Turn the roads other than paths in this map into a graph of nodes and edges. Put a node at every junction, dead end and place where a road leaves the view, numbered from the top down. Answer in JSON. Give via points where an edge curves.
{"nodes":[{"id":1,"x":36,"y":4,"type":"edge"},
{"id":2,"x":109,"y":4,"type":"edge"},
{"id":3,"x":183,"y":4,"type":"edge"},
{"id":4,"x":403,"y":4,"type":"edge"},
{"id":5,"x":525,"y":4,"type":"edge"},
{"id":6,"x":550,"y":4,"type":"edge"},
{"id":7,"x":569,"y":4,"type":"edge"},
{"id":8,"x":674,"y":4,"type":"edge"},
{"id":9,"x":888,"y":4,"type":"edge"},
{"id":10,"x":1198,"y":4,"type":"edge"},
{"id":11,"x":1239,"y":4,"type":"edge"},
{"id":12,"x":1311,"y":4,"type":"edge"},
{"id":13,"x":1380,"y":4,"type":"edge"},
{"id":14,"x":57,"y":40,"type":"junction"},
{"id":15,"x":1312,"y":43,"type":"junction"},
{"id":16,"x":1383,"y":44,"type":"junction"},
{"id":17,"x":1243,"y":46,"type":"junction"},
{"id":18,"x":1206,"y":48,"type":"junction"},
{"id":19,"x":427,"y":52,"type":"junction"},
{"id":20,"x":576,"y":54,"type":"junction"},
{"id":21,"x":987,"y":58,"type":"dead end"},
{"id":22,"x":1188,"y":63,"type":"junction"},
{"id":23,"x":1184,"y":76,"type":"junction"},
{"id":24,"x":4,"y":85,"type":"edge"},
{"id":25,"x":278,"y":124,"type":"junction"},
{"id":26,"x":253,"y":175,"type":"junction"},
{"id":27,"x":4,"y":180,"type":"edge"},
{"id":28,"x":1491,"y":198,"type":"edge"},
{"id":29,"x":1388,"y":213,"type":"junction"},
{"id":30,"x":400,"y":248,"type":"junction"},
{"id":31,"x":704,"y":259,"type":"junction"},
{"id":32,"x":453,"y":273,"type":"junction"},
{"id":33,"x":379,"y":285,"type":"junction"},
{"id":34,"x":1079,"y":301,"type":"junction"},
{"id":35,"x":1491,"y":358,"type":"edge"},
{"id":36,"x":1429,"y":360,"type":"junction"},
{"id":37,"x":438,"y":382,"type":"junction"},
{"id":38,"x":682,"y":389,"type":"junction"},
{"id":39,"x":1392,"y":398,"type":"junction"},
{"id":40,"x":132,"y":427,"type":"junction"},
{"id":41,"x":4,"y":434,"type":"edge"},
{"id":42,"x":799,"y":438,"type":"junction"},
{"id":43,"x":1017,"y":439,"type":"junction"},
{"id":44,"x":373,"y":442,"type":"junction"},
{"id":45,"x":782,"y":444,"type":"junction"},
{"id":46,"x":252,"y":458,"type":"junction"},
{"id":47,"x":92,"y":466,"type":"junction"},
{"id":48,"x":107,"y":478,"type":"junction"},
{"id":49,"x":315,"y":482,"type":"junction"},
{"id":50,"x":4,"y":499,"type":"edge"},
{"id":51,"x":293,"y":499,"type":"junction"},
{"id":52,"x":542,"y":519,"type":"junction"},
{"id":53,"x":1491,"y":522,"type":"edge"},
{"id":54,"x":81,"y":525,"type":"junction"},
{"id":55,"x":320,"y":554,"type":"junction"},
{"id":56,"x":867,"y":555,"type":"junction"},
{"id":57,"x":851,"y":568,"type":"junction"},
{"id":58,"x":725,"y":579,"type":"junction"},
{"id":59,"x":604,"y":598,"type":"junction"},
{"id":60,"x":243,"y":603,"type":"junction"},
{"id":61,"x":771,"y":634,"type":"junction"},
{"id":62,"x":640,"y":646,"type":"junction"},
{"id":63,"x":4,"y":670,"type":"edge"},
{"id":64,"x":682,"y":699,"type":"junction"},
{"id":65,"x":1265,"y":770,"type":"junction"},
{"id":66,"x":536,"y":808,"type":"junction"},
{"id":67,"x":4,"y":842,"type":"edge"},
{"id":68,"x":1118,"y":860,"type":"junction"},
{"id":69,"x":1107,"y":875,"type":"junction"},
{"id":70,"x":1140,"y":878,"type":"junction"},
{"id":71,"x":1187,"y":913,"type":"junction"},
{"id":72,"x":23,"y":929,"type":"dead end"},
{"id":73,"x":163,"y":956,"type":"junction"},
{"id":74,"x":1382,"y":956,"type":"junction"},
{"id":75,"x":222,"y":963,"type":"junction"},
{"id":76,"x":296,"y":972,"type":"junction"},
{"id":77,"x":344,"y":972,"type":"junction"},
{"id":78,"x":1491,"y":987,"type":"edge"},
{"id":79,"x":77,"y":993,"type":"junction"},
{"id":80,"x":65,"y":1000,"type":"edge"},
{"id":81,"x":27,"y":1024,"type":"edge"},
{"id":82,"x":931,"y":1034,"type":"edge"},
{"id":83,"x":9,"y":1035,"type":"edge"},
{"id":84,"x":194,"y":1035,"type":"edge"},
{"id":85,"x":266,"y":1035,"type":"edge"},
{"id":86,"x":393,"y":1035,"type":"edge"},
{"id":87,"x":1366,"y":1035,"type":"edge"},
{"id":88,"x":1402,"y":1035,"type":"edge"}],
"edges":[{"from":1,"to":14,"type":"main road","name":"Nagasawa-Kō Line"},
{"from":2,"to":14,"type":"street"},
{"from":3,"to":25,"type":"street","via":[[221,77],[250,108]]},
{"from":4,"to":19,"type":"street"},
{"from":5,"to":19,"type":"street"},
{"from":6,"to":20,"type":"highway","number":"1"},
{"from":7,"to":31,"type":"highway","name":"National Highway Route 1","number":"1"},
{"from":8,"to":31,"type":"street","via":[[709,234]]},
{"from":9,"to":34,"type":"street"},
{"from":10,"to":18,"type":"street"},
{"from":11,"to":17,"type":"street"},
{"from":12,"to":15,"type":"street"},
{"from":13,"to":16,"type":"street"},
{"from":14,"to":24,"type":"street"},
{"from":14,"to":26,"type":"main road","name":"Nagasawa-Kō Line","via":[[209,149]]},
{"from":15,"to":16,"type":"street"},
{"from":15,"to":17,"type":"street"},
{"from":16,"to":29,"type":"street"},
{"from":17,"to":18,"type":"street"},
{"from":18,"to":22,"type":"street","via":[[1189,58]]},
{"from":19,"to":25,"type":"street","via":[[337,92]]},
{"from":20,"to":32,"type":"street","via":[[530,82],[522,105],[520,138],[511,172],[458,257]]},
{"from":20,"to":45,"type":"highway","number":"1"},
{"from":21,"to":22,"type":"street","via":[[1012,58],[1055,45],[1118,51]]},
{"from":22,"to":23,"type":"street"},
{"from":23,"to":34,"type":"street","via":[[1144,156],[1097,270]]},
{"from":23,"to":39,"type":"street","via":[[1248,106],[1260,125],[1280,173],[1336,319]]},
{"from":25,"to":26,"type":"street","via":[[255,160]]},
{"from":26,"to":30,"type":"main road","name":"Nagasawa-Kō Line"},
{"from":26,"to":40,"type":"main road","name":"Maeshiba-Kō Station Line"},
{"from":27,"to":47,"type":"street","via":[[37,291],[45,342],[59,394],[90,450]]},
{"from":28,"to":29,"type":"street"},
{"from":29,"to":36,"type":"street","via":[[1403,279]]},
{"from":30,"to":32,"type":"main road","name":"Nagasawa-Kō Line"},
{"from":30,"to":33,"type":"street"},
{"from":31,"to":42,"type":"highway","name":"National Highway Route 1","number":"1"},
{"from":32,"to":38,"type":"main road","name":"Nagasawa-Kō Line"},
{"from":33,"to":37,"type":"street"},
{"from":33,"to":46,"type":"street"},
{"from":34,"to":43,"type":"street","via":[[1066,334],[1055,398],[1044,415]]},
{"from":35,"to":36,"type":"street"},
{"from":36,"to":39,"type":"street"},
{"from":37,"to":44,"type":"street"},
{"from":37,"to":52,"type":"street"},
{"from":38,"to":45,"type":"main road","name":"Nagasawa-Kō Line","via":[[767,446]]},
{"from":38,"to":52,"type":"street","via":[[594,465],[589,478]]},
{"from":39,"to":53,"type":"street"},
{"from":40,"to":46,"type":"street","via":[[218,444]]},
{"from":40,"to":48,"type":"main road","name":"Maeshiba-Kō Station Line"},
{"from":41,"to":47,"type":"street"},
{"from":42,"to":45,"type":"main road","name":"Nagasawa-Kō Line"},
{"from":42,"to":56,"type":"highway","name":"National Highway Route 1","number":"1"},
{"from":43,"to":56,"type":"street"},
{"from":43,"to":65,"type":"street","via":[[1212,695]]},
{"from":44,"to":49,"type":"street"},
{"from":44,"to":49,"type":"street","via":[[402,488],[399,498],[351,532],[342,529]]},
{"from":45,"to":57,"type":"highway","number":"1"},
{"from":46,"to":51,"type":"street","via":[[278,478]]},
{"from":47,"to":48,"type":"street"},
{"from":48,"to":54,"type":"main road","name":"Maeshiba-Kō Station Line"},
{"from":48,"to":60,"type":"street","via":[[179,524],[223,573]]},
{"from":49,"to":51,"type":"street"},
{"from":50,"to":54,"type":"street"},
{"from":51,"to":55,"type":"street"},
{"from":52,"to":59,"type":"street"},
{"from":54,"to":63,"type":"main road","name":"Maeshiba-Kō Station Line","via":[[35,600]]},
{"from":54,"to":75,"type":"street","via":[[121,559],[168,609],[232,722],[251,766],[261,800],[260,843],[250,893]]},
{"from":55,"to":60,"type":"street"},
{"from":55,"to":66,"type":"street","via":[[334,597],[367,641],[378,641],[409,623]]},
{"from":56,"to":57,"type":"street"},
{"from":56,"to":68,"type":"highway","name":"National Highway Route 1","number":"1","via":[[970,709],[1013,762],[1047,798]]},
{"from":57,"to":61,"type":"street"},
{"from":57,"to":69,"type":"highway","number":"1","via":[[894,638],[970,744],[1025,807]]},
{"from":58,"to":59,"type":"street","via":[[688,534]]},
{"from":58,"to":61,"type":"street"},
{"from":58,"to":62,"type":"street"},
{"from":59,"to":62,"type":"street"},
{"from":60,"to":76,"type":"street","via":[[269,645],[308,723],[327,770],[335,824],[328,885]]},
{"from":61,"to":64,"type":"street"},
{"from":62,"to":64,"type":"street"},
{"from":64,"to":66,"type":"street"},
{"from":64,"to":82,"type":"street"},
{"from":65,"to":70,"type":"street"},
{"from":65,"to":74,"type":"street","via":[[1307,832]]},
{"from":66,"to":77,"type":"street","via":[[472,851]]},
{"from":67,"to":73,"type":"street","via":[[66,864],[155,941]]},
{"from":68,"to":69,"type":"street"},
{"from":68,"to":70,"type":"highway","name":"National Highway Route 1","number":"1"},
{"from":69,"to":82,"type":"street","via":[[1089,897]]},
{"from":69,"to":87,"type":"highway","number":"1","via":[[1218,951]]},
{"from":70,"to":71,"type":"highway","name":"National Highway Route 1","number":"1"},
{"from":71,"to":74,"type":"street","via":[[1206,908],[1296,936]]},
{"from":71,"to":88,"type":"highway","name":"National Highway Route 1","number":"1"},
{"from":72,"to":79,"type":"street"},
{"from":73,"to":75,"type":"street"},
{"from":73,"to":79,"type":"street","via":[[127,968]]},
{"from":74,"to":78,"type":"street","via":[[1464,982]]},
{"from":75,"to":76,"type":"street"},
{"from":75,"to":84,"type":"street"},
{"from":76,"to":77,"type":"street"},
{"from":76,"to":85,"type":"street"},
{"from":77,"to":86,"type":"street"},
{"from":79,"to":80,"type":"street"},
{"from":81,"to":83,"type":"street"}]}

━━━━━━━━━━━━━━━━

**About this task**: Copy out every line of the data that includes "Nagasawa".

**Task result**:
"edges":[{"from":1,"to":14,"type":"main road","name":"Nagasawa-Kō Line"},
{"from":14,"to":26,"type":"main road","name":"Nagasawa-Kō Line","via":[[209,149]]},
{"from":26,"to":30,"type":"main road","name":"Nagasawa-Kō Line"},
{"from":30,"to":32,"type":"main road","name":"Nagasawa-Kō Line"},
{"from":32,"to":38,"type":"main road","name":"Nagasawa-Kō Line"},
{"from":38,"to":45,"type":"main road","name":"Nagasawa-Kō Line","via":[[767,446]]},
{"from":42,"to":45,"type":"main road","name":"Nagasawa-Kō Line"},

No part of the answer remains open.